### Data to examine
□ □ □ □ □ □ □
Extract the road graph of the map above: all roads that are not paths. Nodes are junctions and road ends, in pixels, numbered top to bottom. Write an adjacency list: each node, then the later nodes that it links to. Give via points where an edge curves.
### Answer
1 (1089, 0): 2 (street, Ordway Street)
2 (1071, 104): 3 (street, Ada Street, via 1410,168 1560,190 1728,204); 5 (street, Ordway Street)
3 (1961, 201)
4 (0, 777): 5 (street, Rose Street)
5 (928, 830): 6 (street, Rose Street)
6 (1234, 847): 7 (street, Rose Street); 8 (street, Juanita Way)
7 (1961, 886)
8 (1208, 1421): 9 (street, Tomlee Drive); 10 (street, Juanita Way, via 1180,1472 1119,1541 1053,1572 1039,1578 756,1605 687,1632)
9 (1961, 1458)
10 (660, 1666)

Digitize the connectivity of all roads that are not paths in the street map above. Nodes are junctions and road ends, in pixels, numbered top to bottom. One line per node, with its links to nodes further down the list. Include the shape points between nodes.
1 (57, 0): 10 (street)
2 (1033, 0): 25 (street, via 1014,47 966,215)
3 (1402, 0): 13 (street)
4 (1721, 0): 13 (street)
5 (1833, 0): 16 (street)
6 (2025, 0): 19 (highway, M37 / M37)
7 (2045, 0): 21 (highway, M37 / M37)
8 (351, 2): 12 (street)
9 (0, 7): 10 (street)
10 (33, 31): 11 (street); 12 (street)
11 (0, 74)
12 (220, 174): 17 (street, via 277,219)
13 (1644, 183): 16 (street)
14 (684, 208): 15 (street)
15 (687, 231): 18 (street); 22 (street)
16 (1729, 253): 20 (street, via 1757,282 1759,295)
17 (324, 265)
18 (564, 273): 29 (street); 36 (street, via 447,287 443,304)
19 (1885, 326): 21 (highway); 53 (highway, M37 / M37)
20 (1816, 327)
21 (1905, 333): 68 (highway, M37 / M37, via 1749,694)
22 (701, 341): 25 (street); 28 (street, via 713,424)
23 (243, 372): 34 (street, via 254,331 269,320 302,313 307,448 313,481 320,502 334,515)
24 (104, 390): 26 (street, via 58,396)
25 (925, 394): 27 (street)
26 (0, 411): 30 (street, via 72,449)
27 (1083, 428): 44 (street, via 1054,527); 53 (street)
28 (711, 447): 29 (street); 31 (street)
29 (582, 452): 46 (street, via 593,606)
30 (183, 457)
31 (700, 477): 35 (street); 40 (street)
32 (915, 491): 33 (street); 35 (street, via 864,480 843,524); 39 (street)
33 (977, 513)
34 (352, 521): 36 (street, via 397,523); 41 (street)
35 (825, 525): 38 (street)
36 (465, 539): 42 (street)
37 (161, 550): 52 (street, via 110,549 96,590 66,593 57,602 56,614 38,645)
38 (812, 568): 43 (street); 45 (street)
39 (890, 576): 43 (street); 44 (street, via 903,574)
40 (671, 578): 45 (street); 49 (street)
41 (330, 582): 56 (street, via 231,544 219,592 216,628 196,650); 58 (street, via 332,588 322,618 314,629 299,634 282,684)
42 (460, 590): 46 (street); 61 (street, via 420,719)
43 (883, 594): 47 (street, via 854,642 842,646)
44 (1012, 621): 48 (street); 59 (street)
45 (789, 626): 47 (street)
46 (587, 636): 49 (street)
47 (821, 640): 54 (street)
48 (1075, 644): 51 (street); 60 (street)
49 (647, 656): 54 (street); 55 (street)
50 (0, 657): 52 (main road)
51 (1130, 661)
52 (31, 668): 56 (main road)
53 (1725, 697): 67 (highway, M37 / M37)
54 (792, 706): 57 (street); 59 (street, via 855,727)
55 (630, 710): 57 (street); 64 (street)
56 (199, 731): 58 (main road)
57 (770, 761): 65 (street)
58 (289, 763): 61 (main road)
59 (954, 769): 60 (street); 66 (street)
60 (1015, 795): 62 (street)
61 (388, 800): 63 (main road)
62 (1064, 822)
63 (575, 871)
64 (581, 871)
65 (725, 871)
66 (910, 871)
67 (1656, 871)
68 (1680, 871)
□ □ □ □ □ □ □
### Task prompt
Using the data above, print every record exactly as shown.

### Written answer
Extract the road graph of the map above: all roads that are not paths. Nodes are junctions and road ends, in pixels, numbered top to bottom. Write an adjacency list: each node, then the later nodes that it links to. Give via points where an edge curves.
### Answer
1 (1089, 0): 2 (street, Ordway Street)
2 (1071, 104): 3 (street, Ada Street, via 1410,168 1560,190 1728,204); 5 (street, Ordway Street)
3 (1961, 201)
4 (0, 777): 5 (street, Rose Street)
5 (928, 830): 6 (street, Rose Street)
6 (1234, 847): 7 (street, Rose Street); 8 (street, Juanita Way)
7 (1961, 886)
8 (1208, 1421): 9 (street, Tomlee Drive); 10 (street, Juanita Way, via 1180,1472 1119,1541 1053,1572 1039,1578 756,1605 687,1632)
9 (1961, 1458)
10 (660, 1666)

Digitize the connectivity of all roads that are not paths in the street map above. Nodes are junctions and road ends, in pixels, numbered top to bottom. One line per node, with its links to nodes further down the list. Include the shape points between nodes.
1 (57, 0): 10 (street)
2 (1033, 0): 25 (street, via 1014,47 966,215)
3 (1402, 0): 13 (street)
4 (1721, 0): 13 (street)
5 (1833, 0): 16 (street)
6 (2025, 0): 19 (highway, M37 / M37)
7 (2045, 0): 21 (highway, M37 / M37)
8 (351, 2): 12 (street)
9 (0, 7): 10 (street)
10 (33, 31): 11 (street); 12 (street)
11 (0, 74)
12 (220, 174): 17 (street, via 277,219)
13 (1644, 183): 16 (street)
14 (684, 208): 15 (street)
15 (687, 231): 18 (street); 22 (street)
16 (1729, 253): 20 (street, via 1757,282 1759,295)
17 (324, 265)
18 (564, 273): 29 (street); 36 (street, via 447,287 443,304)
19 (1885, 326): 21 (highway); 53 (highway, M37 / M37)
20 (1816, 327)
21 (1905, 333): 68 (highway, M37 / M37, via 1749,694)
22 (701, 341): 25 (street); 28 (street, via 713,424)
23 (243, 372): 34 (street, via 254,331 269,320 302,313 307,448 313,481 320,502 334,515)
24 (104, 390): 26 (street, via 58,396)
25 (925, 394): 27 (street)
26 (0, 411): 30 (street, via 72,449)
27 (1083, 428): 44 (street, via 1054,527); 53 (street)
28 (711, 447): 29 (street); 31 (street)
29 (582, 452): 46 (street, via 593,606)
30 (183, 457)
31 (700, 477): 35 (street); 40 (street)
32 (915, 491): 33 (street); 35 (street, via 864,480 843,524); 39 (street)
33 (977, 513)
34 (352, 521): 36 (street, via 397,523); 41 (street)
35 (825, 525): 38 (street)
36 (465, 539): 42 (street)
37 (161, 550): 52 (street, via 110,549 96,590 66,593 57,602 56,614 38,645)
38 (812, 568): 43 (street); 45 (street)
39 (890, 576): 43 (street); 44 (street, via 903,574)
40 (671, 578): 45 (street); 49 (street)
41 (330, 582): 56 (street, via 231,544 219,592 216,628 196,650); 58 (street, via 332,588 322,618 314,629 299,634 282,684)
42 (460, 590): 46 (street); 61 (street, via 420,719)
43 (883, 594): 47 (street, via 854,642 842,646)
44 (1012, 621): 48 (street); 59 (street)
45 (789, 626): 47 (street)
46 (587, 636): 49 (street)
47 (821, 640): 54 (street)
48 (1075, 644): 51 (street); 60 (street)
49 (647, 656): 54 (street); 55 (street)
50 (0, 657): 52 (main road)
51 (1130, 661)
52 (31, 668): 56 (main road)
53 (1725, 697): 67 (highway, M37 / M37)
54 (792, 706): 57 (street); 59 (street, via 855,727)
55 (630, 710): 57 (street); 64 (street)
56 (199, 731): 58 (main road)
57 (770, 761): 65 (street)
58 (289, 763): 61 (main road)
59 (954, 769): 60 (street); 66 (street)
60 (1015, 795): 62 (street)
61 (388, 800): 63 (main road)
62 (1064, 822)
63 (575, 871)
64 (581, 871)
65 (725, 871)
66 (910, 871)
67 (1656, 871)
68 (1680, 871)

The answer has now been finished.